• [Provided records]:
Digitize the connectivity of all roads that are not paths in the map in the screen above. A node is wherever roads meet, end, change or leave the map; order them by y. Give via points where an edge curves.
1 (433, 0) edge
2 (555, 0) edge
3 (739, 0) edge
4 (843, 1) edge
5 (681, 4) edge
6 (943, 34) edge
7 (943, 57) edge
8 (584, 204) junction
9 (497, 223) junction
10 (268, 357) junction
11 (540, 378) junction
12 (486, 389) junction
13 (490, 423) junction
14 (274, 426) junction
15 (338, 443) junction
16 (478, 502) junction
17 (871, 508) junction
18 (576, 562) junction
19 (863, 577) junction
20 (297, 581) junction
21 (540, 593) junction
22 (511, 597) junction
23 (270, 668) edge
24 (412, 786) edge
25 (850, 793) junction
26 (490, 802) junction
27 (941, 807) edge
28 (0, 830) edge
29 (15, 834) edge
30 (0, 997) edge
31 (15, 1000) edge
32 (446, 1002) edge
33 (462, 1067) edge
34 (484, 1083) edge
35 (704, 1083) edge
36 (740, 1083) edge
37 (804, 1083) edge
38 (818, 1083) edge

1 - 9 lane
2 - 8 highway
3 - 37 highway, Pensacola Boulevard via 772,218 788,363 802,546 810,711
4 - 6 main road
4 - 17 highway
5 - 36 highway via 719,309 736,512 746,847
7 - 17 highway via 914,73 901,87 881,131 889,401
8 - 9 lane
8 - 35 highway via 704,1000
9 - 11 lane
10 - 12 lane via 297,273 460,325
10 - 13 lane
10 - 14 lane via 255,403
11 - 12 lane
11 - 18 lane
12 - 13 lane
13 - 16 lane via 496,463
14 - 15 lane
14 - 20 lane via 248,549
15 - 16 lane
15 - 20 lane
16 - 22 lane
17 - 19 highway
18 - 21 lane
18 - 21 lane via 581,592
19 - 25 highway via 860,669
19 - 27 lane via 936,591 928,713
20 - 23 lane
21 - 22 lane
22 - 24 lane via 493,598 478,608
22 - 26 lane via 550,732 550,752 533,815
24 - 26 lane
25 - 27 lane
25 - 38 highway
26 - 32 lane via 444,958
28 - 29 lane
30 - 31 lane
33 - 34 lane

• [Task to complete]: Each record above has to be printed again, word for word.

• [Response below]:
Digitize the connectivity of all roads that are not paths in the map in the screen above. A node is wherever roads meet, end, change or leave the map; order them by y. Give via points where an edge curves.
1 (433, 0) edge
2 (555, 0) edge
3 (739, 0) edge
4 (843, 1) edge
5 (681, 4) edge
6 (943, 34) edge
7 (943, 57) edge
8 (584, 204) junction
9 (497, 223) junction
10 (268, 357) junction
11 (540, 378) junction
12 (486, 389) junction
13 (490, 423) junction
14 (274, 426) junction
15 (338, 443) junction
16 (478, 502) junction
17 (871, 508) junction
18 (576, 562) junction
19 (863, 577) junction
20 (297, 581) junction
21 (540, 593) junction
22 (511, 597) junction
23 (270, 668) edge
24 (412, 786) edge
25 (850, 793) junction
26 (490, 802) junction
27 (941, 807) edge
28 (0, 830) edge
29 (15, 834) edge
30 (0, 997) edge
31 (15, 1000) edge
32 (446, 1002) edge
33 (462, 1067) edge
34 (484, 1083) edge
35 (704, 1083) edge
36 (740, 1083) edge
37 (804, 1083) edge
38 (818, 1083) edge

1 - 9 lane
2 - 8 highway
3 - 37 highway, Pensacola Boulevard via 772,218 788,363 802,546 810,711
4 - 6 main road
4 - 17 highway
5 - 36 highway via 719,309 736,512 746,847
7 - 17 highway via 914,73 901,87 881,131 889,401
8 - 9 lane
8 - 35 highway via 704,1000
9 - 11 lane
10 - 12 lane via 297,273 460,325
10 - 13 lane
10 - 14 lane via 255,403
11 - 12 lane
11 - 18 lane
12 - 13 lane
13 - 16 lane via 496,463
14 - 15 lane
14 - 20 lane via 248,549
15 - 16 lane
15 - 20 lane
16 - 22 lane
17 - 19 highway
18 - 21 lane
18 - 21 lane via 581,592
19 - 25 highway via 860,669
19 - 27 lane via 936,591 928,713
20 - 23 lane
21 - 22 lane
22 - 24 lane via 493,598 478,608
22 - 26 lane via 550,732 550,752 533,815
24 - 26 lane
25 - 27 lane
25 - 38 highway
26 - 32 lane via 444,958
28 - 29 lane
30 - 31 lane
33 - 34 lane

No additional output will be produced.